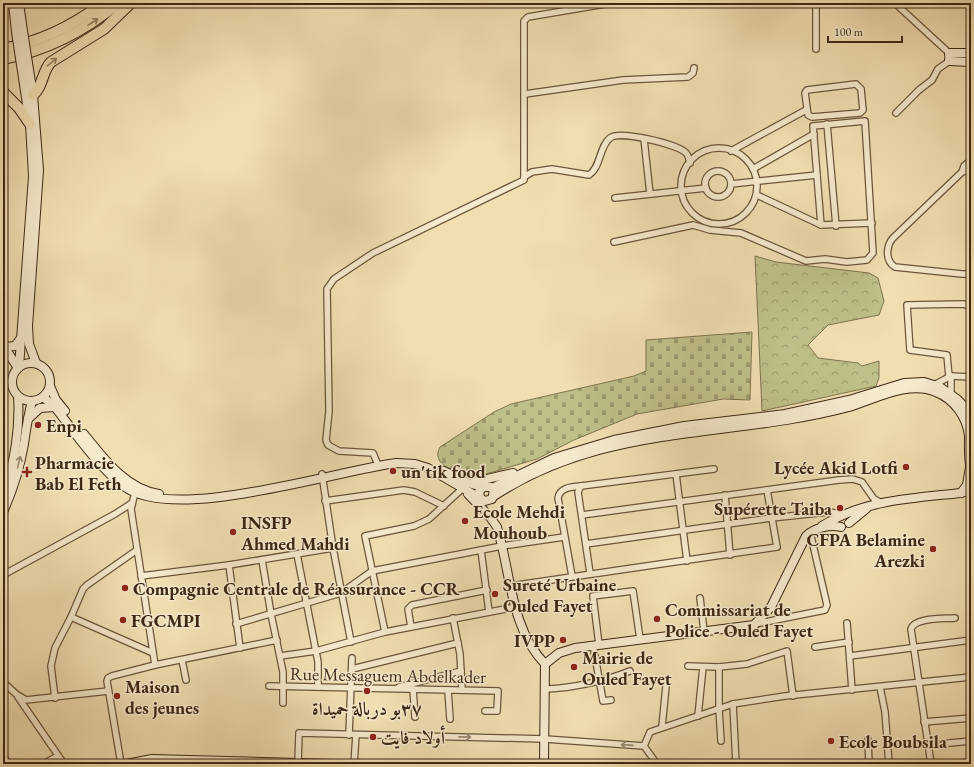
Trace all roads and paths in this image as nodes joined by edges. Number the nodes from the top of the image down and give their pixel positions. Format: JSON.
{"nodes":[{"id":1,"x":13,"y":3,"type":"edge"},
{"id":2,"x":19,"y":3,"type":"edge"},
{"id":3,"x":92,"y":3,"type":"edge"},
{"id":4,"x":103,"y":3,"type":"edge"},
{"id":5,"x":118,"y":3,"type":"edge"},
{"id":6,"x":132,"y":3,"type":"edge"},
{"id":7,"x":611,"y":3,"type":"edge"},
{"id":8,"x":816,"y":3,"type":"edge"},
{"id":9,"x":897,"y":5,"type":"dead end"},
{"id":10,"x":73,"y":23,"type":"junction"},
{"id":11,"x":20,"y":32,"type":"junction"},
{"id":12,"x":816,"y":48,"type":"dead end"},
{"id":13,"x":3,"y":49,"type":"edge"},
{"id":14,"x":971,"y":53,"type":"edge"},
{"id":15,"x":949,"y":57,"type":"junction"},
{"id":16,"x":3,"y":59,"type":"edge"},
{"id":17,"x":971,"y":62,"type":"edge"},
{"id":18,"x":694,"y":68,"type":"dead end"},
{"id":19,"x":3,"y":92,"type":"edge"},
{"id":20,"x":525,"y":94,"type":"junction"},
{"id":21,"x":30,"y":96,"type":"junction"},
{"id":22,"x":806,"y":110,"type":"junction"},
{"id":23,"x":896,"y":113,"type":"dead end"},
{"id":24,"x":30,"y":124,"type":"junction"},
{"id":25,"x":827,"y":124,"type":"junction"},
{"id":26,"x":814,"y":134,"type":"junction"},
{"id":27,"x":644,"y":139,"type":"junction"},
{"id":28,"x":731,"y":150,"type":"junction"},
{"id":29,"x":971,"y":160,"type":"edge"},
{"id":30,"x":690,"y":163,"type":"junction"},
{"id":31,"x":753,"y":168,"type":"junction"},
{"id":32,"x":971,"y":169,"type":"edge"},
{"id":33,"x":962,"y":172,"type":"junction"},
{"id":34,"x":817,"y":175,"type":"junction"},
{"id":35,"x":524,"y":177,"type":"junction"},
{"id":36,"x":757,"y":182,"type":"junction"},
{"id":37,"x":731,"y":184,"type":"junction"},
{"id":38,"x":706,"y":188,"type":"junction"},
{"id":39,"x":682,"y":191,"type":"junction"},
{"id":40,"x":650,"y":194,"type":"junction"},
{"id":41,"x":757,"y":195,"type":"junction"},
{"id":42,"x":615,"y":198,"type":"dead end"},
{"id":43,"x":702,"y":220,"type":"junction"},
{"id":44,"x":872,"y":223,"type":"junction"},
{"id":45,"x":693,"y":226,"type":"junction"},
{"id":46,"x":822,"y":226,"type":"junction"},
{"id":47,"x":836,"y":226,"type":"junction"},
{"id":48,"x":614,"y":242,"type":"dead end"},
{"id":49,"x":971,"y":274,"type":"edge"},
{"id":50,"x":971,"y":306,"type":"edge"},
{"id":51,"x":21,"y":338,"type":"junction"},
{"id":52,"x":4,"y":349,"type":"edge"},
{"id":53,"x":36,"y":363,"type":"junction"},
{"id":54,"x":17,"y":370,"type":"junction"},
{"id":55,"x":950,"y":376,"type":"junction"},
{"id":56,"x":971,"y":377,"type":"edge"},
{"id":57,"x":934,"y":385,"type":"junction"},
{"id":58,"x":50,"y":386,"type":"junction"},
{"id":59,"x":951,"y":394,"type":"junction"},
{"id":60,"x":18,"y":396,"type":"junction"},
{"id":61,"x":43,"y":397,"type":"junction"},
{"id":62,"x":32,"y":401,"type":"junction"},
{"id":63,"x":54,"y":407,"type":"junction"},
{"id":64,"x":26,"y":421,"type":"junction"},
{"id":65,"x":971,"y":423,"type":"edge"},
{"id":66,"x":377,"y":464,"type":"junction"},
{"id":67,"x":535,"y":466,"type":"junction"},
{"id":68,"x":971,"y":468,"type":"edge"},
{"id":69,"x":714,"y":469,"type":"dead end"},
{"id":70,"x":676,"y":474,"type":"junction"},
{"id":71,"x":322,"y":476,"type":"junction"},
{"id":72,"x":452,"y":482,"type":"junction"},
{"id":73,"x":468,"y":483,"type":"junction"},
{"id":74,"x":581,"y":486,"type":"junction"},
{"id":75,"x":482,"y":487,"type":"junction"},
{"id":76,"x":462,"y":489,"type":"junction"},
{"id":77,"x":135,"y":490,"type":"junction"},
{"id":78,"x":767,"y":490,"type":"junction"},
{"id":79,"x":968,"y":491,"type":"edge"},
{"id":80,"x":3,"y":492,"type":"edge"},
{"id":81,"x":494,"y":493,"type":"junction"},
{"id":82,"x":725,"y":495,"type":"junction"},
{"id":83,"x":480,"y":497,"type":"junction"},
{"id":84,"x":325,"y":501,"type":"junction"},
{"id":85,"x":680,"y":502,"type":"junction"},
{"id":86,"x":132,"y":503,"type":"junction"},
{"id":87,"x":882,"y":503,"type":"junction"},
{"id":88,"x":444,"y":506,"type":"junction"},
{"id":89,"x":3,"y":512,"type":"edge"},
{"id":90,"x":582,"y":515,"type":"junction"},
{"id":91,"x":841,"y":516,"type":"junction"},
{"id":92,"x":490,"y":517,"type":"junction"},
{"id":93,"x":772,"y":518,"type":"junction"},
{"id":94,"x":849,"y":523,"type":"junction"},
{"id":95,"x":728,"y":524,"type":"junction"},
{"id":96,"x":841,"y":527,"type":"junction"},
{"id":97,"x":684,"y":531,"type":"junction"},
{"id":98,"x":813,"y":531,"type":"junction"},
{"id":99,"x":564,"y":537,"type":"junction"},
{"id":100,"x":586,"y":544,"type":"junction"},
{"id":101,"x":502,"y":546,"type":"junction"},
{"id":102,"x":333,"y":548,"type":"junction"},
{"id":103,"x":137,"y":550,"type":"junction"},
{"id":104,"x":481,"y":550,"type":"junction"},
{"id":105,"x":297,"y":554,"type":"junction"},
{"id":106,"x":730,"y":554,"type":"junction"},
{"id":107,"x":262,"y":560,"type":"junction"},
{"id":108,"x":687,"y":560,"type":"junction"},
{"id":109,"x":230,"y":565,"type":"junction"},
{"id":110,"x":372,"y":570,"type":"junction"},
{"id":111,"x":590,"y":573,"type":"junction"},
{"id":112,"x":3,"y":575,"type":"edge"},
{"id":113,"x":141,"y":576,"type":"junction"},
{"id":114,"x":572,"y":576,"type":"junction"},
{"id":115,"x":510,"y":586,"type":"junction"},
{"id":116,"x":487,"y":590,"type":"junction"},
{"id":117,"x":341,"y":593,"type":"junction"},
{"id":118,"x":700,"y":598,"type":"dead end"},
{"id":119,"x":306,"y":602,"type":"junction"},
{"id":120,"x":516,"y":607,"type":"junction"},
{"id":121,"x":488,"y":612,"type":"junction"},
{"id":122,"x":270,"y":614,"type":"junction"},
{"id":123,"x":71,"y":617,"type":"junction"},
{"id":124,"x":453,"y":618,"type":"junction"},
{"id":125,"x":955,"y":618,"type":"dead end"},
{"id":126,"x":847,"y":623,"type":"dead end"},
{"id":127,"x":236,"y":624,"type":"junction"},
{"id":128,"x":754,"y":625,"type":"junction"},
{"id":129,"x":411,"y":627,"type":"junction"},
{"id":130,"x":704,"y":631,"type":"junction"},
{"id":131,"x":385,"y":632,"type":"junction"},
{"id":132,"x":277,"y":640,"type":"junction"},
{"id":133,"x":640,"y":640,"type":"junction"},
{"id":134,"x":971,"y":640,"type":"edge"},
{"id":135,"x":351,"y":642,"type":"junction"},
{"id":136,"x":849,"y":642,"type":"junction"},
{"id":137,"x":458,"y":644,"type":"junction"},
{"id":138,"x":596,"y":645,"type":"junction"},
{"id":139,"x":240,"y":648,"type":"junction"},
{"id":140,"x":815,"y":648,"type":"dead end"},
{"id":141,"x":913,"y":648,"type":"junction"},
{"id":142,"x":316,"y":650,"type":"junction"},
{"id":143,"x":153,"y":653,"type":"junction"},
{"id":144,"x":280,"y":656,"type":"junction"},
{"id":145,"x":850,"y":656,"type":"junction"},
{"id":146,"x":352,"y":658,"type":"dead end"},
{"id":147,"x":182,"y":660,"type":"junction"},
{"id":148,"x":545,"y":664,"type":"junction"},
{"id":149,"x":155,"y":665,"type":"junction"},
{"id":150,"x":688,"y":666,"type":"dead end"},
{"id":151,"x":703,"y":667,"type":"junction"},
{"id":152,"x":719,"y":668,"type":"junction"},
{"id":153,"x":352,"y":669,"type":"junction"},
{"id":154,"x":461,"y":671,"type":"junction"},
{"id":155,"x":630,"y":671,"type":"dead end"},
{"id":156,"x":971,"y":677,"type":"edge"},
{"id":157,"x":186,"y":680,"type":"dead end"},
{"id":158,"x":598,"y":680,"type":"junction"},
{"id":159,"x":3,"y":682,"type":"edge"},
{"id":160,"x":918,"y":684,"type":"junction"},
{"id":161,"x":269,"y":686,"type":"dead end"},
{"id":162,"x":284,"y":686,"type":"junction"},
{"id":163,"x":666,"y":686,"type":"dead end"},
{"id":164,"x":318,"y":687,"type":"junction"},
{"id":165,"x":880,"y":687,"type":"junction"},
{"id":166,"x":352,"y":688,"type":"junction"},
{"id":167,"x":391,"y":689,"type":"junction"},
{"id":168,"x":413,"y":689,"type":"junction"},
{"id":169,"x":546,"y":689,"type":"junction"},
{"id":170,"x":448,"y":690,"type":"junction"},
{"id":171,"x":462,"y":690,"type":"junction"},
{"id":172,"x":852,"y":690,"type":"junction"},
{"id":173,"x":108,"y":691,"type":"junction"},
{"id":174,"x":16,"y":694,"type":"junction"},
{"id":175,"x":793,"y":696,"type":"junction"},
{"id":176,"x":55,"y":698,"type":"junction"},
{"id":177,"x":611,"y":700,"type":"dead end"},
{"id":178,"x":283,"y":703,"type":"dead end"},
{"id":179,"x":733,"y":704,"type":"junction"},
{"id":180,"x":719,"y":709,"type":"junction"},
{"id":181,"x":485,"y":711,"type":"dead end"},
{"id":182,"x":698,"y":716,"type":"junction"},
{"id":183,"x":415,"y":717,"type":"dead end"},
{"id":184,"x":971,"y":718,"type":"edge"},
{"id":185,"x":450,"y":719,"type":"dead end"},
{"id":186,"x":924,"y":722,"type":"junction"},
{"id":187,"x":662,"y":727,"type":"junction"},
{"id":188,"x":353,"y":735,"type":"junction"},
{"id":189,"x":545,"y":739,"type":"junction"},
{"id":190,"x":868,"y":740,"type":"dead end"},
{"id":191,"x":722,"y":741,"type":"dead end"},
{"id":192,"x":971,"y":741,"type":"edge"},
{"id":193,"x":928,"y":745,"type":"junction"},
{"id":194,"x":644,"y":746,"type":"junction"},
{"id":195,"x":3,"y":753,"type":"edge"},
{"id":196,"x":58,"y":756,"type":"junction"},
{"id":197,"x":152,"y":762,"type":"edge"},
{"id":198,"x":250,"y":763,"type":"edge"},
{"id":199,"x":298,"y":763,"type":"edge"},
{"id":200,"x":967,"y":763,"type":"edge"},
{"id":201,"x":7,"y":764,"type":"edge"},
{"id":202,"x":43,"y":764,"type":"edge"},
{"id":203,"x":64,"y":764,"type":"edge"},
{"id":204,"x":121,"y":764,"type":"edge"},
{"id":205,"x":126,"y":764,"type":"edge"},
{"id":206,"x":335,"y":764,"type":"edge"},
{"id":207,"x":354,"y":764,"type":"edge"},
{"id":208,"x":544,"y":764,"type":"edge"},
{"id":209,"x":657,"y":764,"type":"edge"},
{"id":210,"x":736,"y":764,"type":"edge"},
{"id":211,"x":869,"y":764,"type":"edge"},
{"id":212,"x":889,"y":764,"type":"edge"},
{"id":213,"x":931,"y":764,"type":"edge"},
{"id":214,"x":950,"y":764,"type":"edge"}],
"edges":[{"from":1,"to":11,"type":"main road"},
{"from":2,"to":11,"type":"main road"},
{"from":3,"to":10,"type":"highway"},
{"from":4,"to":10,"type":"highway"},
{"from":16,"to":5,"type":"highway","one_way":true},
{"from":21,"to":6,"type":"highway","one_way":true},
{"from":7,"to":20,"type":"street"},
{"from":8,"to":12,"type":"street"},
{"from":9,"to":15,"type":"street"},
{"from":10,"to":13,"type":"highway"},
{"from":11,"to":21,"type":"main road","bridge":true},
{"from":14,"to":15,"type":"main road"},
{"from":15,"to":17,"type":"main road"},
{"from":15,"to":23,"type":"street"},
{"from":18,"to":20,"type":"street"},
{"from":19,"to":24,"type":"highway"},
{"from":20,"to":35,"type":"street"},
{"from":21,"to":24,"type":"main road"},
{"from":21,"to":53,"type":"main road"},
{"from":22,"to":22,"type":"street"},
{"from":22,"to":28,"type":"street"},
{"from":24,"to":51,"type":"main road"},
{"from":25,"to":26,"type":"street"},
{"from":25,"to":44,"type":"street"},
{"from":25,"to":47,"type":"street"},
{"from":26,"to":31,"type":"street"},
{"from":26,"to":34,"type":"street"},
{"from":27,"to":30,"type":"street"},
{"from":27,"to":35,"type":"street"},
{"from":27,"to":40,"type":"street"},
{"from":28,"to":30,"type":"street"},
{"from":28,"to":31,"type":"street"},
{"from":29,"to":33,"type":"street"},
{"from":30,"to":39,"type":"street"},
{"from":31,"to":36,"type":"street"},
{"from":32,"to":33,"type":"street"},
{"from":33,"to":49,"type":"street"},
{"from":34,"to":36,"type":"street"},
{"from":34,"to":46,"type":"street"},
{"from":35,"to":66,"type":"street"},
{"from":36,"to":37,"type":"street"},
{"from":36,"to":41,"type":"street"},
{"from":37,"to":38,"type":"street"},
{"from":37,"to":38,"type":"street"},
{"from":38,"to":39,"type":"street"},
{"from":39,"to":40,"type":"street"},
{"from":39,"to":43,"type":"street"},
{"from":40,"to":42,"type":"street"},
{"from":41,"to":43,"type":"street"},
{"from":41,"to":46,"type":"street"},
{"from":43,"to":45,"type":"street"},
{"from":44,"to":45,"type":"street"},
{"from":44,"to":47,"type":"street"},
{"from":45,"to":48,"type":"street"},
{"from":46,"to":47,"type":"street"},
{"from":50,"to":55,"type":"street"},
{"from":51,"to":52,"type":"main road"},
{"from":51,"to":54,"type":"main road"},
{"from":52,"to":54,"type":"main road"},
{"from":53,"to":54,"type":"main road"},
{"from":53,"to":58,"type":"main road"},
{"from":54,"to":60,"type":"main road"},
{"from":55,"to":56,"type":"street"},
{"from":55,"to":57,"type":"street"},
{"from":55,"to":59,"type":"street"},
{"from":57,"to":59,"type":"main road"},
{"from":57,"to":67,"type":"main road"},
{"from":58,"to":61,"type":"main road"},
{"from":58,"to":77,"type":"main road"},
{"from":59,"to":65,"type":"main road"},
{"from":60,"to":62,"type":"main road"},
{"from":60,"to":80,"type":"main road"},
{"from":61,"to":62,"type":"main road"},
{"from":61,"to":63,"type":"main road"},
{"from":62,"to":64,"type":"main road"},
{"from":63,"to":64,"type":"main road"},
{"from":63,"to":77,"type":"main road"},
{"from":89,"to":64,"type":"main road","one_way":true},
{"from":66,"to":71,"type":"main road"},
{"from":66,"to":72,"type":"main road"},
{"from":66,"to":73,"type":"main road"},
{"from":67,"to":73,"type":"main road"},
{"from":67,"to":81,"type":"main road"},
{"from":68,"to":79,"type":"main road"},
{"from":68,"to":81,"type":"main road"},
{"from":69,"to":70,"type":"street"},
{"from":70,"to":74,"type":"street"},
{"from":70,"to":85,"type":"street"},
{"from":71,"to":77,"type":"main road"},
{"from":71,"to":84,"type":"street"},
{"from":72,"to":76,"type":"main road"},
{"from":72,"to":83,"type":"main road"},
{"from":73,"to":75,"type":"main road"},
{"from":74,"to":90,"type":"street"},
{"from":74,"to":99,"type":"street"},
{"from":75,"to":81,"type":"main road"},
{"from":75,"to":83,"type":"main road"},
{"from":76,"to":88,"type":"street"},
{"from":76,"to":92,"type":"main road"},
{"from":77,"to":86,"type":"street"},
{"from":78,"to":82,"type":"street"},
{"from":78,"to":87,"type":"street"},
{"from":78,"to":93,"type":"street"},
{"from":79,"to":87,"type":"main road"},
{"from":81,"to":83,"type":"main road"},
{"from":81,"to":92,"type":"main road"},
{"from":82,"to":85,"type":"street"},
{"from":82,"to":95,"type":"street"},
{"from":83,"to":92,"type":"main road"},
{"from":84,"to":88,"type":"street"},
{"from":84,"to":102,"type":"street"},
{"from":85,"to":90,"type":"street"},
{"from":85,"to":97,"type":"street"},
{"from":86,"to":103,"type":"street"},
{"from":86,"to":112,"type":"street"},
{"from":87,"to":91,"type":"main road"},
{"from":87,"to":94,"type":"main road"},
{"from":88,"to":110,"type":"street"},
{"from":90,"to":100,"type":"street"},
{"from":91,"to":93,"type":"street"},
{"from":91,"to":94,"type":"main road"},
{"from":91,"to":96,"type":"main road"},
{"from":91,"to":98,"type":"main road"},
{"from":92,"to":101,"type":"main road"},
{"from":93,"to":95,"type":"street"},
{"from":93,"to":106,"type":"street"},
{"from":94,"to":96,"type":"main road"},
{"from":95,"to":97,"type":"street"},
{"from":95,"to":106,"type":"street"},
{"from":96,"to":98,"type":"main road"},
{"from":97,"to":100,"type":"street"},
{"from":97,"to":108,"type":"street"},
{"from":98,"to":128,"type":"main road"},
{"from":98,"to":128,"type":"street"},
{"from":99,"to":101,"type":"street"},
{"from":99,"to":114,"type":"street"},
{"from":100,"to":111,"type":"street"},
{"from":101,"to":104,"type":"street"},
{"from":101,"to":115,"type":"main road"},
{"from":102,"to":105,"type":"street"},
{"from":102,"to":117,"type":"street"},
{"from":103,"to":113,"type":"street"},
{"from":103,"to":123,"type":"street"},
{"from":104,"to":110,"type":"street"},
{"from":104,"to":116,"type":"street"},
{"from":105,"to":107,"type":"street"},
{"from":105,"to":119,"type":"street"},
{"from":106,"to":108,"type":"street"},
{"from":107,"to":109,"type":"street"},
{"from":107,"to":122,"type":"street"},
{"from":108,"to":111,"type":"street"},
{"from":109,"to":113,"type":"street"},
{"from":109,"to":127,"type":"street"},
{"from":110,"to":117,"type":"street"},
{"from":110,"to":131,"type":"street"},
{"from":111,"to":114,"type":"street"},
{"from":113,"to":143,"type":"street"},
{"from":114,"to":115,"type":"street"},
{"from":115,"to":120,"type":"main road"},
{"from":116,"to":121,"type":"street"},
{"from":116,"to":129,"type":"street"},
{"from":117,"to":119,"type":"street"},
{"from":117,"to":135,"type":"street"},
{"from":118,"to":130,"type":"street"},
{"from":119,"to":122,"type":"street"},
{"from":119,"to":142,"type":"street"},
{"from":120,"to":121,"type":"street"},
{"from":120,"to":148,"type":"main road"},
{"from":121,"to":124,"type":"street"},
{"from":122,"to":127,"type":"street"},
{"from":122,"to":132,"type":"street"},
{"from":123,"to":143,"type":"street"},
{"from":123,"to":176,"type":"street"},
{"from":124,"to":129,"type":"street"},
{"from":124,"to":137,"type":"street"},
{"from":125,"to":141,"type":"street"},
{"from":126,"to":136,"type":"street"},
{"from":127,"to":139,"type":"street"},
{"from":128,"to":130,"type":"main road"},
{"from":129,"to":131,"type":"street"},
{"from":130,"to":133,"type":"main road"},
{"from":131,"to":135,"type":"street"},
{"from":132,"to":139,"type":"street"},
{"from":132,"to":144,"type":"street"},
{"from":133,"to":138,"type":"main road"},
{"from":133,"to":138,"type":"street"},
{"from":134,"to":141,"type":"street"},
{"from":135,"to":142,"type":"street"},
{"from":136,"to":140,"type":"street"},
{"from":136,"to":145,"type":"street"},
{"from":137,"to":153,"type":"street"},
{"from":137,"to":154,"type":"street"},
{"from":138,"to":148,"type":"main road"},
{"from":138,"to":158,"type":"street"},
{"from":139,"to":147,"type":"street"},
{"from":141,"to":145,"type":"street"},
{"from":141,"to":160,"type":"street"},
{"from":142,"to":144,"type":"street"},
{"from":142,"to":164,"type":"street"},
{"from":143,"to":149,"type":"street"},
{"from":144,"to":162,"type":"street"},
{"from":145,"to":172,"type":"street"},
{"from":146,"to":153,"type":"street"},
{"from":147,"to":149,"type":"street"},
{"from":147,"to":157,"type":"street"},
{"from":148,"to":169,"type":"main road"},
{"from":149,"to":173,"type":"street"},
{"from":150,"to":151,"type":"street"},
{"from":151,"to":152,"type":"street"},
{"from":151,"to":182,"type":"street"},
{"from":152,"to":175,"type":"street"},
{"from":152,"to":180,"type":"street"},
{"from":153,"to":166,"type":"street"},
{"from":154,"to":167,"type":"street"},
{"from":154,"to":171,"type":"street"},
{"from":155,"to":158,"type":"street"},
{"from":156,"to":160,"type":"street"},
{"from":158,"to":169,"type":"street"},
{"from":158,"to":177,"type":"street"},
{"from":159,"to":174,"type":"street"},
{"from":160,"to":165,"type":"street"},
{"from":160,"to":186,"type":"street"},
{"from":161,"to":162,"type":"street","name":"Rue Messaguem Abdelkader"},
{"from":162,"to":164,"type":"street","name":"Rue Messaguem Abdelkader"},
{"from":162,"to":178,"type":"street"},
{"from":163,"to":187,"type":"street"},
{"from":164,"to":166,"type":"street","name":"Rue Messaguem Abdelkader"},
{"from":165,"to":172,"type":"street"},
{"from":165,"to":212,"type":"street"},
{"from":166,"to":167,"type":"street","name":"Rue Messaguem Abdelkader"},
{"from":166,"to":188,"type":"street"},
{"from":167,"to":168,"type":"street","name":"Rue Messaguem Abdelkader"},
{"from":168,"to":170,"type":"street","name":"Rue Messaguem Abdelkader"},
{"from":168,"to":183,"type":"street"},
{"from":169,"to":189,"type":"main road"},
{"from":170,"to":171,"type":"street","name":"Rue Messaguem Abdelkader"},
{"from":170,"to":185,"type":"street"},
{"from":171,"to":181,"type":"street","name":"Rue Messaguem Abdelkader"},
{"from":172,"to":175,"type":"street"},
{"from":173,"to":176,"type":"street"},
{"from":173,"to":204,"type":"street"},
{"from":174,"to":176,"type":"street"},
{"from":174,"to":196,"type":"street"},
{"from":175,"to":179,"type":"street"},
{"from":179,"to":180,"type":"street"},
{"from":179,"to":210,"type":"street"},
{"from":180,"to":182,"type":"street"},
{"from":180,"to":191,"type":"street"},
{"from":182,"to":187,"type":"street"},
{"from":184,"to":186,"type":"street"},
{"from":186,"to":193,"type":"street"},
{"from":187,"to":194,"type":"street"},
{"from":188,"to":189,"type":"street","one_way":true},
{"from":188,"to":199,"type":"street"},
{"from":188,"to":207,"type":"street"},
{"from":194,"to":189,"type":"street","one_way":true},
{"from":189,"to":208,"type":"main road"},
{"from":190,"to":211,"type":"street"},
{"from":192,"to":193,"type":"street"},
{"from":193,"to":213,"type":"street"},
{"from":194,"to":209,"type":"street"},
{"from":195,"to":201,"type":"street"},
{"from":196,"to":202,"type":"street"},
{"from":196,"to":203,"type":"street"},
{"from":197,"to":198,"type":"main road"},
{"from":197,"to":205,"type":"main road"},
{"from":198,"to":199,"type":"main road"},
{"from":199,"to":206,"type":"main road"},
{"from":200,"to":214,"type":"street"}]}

- - - - - - -

PROBLEM DETAILS: The number alone, please: how many lines in the data contain the string "name"?

EXERCISE OUTPUT: 8